ヒト好中球における好中球細胞外トラップ形成を定量化するリアルタイムハイスループット技術(英語)

好中球細胞外トラップ(NET)は、さまざまな炎症刺激に応答して好中球から押し出されるウェブ状のクロマチン構造です。NETは、DNA、ヒストン、およびさまざまな抗菌タンパク質/ペプチドで構成されており、感染性病原体を捕捉して殺し、炎症反応を引き起こします¹。

NETは病原体に対する宿主防御に有益である一方で、様々な自己免疫疾患²、血栓症³、代謝性疾患⁴、がんの転移増殖5の潜在的なドライバーとして注目^{されています。}そのため、NET形成の阻害は、これらの疾患の潜在的な治療選択肢です。しかし^{、いくつかの}有望なNETを標的とする分子が開発中であるにもかかわらず6、このメカニズムに特異的に作用する承認された治療法はまだありません。これは、少なくとも部分的には、NET形成のための客観的で、偏りがなく、再現性があり、ハイスループットの定量化方法の欠如に起因しています。

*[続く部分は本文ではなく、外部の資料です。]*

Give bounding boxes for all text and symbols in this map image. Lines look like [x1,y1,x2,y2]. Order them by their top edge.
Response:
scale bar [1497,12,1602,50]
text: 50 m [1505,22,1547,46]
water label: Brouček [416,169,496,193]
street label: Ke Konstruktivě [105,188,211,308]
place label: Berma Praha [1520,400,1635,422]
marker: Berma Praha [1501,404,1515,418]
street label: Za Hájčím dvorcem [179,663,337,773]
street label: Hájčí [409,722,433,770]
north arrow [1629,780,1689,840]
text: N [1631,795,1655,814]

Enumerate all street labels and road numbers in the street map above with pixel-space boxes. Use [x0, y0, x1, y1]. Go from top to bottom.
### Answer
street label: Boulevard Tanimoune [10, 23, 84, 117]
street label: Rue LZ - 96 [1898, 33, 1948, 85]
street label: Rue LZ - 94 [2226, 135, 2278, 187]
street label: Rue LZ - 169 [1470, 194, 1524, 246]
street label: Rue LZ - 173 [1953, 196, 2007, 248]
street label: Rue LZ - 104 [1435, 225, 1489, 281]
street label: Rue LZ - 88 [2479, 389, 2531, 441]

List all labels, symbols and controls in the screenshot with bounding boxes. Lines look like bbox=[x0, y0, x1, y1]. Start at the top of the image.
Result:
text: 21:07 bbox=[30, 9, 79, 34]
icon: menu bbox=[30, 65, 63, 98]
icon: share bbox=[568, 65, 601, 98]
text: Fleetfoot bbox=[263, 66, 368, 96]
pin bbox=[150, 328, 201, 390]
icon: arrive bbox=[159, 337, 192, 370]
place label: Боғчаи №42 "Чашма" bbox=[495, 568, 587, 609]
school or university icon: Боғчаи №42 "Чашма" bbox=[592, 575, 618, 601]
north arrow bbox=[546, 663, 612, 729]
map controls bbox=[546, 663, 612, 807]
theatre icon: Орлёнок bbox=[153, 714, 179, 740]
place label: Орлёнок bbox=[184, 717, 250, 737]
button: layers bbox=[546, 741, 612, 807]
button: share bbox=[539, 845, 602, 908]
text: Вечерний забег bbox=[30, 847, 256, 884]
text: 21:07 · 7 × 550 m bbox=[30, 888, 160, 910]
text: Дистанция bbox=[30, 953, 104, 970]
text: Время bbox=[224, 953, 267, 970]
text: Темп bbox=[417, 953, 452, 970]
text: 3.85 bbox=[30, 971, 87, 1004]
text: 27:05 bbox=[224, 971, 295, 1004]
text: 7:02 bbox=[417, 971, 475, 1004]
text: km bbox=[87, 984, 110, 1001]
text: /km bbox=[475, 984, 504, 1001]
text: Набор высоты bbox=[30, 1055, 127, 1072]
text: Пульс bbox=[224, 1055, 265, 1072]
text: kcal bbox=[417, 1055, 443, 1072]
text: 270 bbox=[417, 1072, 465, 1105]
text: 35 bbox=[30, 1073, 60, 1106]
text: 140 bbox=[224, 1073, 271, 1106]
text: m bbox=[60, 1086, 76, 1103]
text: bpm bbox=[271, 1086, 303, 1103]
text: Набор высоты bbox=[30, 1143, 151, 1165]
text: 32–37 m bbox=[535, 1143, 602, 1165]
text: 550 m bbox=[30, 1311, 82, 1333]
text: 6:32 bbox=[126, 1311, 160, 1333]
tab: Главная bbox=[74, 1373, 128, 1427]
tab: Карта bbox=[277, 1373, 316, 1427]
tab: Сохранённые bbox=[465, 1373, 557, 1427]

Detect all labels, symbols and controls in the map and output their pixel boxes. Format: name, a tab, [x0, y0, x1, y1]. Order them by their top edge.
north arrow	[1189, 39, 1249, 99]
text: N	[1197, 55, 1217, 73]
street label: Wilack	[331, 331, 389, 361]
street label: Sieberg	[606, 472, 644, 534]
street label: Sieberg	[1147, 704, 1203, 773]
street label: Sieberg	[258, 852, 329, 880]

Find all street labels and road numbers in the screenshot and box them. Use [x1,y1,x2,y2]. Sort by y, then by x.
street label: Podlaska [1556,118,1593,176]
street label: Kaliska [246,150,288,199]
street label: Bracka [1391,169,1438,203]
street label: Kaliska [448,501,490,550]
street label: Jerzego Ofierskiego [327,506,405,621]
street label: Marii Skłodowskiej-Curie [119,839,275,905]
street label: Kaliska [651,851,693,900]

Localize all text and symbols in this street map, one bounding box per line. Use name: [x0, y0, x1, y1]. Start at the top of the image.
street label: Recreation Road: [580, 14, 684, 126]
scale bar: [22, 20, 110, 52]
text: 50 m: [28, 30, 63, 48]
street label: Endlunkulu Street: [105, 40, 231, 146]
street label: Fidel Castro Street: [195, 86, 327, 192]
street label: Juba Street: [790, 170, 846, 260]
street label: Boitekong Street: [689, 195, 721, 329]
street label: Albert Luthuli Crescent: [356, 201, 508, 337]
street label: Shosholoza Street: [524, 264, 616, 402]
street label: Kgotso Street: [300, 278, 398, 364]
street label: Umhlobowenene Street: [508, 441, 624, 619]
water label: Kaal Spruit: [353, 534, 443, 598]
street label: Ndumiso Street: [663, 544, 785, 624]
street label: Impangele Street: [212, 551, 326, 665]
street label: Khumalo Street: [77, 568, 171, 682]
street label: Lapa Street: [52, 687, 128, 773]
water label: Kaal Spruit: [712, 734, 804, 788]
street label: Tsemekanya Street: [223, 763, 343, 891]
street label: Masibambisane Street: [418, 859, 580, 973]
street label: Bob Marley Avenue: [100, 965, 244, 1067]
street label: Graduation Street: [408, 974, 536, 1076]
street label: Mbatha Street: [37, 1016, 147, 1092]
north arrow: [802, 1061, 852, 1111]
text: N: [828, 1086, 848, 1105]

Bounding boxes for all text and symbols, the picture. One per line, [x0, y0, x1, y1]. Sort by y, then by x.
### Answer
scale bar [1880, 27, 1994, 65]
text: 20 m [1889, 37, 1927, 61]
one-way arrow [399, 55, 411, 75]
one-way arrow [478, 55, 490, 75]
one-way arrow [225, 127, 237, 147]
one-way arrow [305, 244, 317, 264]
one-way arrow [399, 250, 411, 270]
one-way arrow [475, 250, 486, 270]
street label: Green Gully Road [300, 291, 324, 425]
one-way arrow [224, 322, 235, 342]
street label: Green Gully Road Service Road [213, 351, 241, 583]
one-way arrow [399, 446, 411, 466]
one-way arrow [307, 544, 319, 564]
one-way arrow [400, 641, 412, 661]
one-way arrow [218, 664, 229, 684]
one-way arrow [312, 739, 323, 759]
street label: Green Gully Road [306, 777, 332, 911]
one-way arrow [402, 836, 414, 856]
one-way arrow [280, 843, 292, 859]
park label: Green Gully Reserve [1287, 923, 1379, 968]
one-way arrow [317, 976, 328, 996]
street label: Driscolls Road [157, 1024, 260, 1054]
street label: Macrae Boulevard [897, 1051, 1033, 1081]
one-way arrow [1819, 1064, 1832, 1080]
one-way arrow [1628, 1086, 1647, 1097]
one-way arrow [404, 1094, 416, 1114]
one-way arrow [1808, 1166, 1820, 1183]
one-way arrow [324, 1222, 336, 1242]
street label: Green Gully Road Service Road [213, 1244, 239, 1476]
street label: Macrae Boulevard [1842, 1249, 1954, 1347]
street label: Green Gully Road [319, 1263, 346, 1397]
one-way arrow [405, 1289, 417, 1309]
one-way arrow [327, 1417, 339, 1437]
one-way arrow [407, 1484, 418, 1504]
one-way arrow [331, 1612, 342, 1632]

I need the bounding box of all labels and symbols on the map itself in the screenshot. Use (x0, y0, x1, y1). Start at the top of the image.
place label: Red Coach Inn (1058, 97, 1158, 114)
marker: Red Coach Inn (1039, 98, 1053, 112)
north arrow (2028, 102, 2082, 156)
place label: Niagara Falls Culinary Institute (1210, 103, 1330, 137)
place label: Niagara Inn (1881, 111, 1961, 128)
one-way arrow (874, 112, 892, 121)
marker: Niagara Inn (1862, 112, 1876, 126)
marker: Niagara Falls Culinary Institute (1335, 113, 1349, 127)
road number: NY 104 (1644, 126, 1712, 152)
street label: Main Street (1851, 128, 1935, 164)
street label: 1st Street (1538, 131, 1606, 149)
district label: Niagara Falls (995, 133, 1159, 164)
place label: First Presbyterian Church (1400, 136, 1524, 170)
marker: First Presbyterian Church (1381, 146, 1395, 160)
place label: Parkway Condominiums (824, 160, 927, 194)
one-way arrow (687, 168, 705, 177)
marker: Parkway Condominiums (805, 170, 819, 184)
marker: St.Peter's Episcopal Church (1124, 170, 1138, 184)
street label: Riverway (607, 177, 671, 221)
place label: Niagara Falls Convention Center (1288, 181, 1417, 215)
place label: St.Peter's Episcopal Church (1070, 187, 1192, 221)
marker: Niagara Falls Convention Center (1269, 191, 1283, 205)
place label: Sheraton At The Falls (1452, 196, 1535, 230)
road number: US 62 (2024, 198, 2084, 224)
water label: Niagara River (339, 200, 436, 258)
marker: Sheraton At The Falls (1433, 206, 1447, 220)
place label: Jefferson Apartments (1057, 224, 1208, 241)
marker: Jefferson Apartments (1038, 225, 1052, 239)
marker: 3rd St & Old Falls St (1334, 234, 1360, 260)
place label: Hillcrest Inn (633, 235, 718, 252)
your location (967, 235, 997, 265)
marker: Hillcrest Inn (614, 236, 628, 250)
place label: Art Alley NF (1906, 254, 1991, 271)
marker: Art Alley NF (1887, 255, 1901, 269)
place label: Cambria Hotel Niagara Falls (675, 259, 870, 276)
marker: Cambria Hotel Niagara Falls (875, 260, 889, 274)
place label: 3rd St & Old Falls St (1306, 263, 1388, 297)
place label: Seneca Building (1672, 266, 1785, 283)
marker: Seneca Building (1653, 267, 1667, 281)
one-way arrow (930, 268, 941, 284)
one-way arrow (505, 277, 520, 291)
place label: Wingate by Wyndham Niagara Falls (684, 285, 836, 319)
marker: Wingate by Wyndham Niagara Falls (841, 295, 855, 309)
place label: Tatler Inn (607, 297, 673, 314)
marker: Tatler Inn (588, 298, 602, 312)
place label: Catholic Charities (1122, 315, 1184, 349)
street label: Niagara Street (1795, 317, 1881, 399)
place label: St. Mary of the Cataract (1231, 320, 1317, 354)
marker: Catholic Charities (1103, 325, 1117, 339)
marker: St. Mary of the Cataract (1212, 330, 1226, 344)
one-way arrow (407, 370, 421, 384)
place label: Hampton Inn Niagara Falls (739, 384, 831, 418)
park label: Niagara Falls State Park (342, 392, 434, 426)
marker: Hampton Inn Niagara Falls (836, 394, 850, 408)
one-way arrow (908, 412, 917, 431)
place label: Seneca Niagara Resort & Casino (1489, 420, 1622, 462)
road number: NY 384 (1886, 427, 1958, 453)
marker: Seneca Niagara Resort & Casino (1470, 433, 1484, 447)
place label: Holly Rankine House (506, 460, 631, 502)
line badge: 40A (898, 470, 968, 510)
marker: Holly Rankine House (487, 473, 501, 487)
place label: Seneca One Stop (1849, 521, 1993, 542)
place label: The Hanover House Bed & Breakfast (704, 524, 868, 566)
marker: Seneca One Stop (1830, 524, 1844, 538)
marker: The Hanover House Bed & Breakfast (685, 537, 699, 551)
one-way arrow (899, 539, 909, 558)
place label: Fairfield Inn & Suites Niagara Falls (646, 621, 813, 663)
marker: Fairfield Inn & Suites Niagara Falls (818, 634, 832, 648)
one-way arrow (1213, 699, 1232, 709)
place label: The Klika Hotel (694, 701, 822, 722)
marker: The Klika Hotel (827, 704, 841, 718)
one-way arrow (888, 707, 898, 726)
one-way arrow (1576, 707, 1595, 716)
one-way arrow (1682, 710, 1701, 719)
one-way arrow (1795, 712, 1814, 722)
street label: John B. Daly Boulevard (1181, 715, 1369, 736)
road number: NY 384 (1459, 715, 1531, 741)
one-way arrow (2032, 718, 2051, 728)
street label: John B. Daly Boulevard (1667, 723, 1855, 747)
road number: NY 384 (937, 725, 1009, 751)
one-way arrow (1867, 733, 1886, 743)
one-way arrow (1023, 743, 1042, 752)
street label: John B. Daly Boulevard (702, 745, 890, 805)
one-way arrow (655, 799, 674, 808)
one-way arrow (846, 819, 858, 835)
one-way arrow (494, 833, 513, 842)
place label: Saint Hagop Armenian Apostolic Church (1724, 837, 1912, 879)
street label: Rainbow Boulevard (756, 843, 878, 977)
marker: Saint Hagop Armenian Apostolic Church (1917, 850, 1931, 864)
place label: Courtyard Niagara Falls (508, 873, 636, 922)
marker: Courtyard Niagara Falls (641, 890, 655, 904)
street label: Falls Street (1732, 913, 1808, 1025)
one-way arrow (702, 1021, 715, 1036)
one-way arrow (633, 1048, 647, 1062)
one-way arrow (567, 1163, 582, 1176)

我々は、2色生細胞^{イメージングプラットフォームを利用した}新しい手法を確立し、報告^した7,8。膜透過性核色素および膜不透過性DNA色素で染色した好中球のタイムラプス画像をソフトウェアで解析し、NET形成前後の好中球の数を複数の時点でカウントします。PKCαを介したラミンBおよびCDK4/6を介したラミンA/^Cの分解の制御により、NET形成中に原形質膜の完全性が失われるため9、NET形成好中球は膜不透過性のDNA色素によって染色されますが、健康な好中球は染色されません。この方法は、NET形成を定量化するために以前に報告された手法の問題を克服し、自動化された方法で偏りのない、高スループットで、再現性のある、正確なNET定量を提供します。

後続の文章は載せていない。